After this, there is no chance for a compromise or an agreement; not only now, but for years to come, the Prime Minister pointed out.
Regarding the enlargement of the EU, he said Hungary is an advocate and supporter of the process. At the same time, a number of Member States cite ‘enlargement fatigue’ which is not fair on those awaiting accession. The EU needs new Member States, he laid down.
Hungary supports Georgia’s accession; next week, a joint cabinet meeting will be held in Tbilisi, he said.
Photo: Fischer Zoltán
He added that as regards Ukraine’s EU accession, a strategic review is required because admitting a country at war to the EU has never previously emerged. He said in this regard there are “too many open questions,” and first the underlying strategic tenets must be clarified. “We must understand why admitting Ukraine benefits the EU, what the consequences are […] how much money we’re talking about,” he listed. Ukraine’s accession raises new issues – in addition to security – also in the areas of the EU’s cohesion policy and agriculture. With Kiev’s accession, in the EU “a completely new agricultural sector will come into being,” he pointed out.
In answer to questions from members of the press, Mr Orbán also spoke about topics related to energy. He said Azerbaijan is a key country, without it energy independence of Russia is not attainable.
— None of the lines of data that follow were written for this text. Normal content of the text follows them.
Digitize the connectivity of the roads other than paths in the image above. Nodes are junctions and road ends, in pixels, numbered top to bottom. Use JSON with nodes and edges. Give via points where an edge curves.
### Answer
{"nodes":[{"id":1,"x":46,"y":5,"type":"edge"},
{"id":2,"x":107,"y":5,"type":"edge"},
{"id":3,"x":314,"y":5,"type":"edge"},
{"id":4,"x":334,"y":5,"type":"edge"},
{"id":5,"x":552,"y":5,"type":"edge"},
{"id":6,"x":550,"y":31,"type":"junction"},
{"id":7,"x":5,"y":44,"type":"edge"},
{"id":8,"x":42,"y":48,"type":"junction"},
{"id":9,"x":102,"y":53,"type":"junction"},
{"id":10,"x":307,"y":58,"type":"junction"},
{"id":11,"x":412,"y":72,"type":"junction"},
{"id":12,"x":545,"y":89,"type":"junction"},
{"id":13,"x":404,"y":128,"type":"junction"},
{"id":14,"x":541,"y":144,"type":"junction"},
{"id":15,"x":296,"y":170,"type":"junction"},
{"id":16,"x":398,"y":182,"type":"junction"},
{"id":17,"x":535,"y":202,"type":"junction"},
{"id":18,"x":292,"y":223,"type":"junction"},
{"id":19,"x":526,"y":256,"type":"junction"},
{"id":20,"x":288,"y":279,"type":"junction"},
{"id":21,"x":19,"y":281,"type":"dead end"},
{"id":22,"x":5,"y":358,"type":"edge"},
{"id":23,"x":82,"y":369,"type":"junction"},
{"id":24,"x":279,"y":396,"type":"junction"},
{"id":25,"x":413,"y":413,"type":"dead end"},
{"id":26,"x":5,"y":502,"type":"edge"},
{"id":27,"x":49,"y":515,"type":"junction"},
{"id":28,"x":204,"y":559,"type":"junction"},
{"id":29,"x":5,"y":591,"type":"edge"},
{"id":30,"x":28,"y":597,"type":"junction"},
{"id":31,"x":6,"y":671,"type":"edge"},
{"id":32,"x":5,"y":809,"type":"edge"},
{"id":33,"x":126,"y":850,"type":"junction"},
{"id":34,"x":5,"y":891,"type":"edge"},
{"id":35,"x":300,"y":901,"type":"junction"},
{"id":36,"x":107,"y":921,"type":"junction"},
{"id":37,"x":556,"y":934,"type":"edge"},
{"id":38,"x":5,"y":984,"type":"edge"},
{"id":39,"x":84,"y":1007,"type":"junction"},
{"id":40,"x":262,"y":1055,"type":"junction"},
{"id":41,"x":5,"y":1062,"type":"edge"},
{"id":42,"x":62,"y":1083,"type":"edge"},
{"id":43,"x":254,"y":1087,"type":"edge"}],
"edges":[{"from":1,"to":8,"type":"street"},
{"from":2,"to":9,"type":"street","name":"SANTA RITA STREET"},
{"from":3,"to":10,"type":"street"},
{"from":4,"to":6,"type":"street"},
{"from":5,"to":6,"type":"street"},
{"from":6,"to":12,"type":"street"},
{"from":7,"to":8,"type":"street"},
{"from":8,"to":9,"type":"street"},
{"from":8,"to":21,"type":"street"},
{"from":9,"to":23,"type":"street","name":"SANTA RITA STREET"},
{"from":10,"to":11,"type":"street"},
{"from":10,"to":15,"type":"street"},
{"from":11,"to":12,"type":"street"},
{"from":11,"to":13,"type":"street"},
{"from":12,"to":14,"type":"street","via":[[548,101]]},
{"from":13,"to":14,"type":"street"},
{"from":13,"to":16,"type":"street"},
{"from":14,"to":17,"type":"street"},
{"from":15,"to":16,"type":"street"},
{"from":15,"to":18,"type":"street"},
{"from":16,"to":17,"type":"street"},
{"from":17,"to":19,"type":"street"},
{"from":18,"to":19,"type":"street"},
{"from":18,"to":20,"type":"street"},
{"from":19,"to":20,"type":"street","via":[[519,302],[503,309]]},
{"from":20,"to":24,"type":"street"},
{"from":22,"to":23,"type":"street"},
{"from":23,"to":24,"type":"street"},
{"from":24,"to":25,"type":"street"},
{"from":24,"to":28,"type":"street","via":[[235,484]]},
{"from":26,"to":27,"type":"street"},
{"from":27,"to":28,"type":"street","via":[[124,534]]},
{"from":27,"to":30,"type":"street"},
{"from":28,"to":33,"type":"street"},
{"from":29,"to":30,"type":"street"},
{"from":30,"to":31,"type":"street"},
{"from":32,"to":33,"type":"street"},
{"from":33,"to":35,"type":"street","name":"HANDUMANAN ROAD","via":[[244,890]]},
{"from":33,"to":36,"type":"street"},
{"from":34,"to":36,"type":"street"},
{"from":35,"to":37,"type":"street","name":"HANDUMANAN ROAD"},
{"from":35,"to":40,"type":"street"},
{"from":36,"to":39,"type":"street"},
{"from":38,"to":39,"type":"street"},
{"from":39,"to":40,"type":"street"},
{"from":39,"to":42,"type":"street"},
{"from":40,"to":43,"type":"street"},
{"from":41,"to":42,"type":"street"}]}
Hungary already has an agreement with Baku on gas supplies, he recalled.
He also highlighted that the southern energy corridor is of vital importance for Hungary, especially after the northern one was destroyed in a terrorist attack. We must therefore pay special attention to guaranteeing the security of the southern corridor.
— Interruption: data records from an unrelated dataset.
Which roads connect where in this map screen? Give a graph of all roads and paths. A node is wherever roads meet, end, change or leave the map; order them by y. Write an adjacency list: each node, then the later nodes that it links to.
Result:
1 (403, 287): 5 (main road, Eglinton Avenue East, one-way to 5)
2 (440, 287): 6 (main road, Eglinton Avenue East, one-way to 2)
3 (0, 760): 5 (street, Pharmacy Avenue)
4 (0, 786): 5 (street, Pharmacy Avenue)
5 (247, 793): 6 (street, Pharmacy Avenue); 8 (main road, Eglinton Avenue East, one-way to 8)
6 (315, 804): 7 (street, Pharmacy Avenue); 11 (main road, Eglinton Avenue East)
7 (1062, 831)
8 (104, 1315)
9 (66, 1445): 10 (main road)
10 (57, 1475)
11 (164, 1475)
Regarding tensions between Kosovo and Serbia, Mr Orbán drew attention to the fact that Pristina should change its attitude because in the past two years they have regularly provoked the Serbs, and provocation upsets stability. He said without Serbia there is no stability, adding that in his firm opinion Serbia must be assisted in the stabilisation of the region. At the same time, regarding possible sanctions against Belgrade, he took the view that any such measure was out of the question, and amounted to nothing more than a ridiculous idea.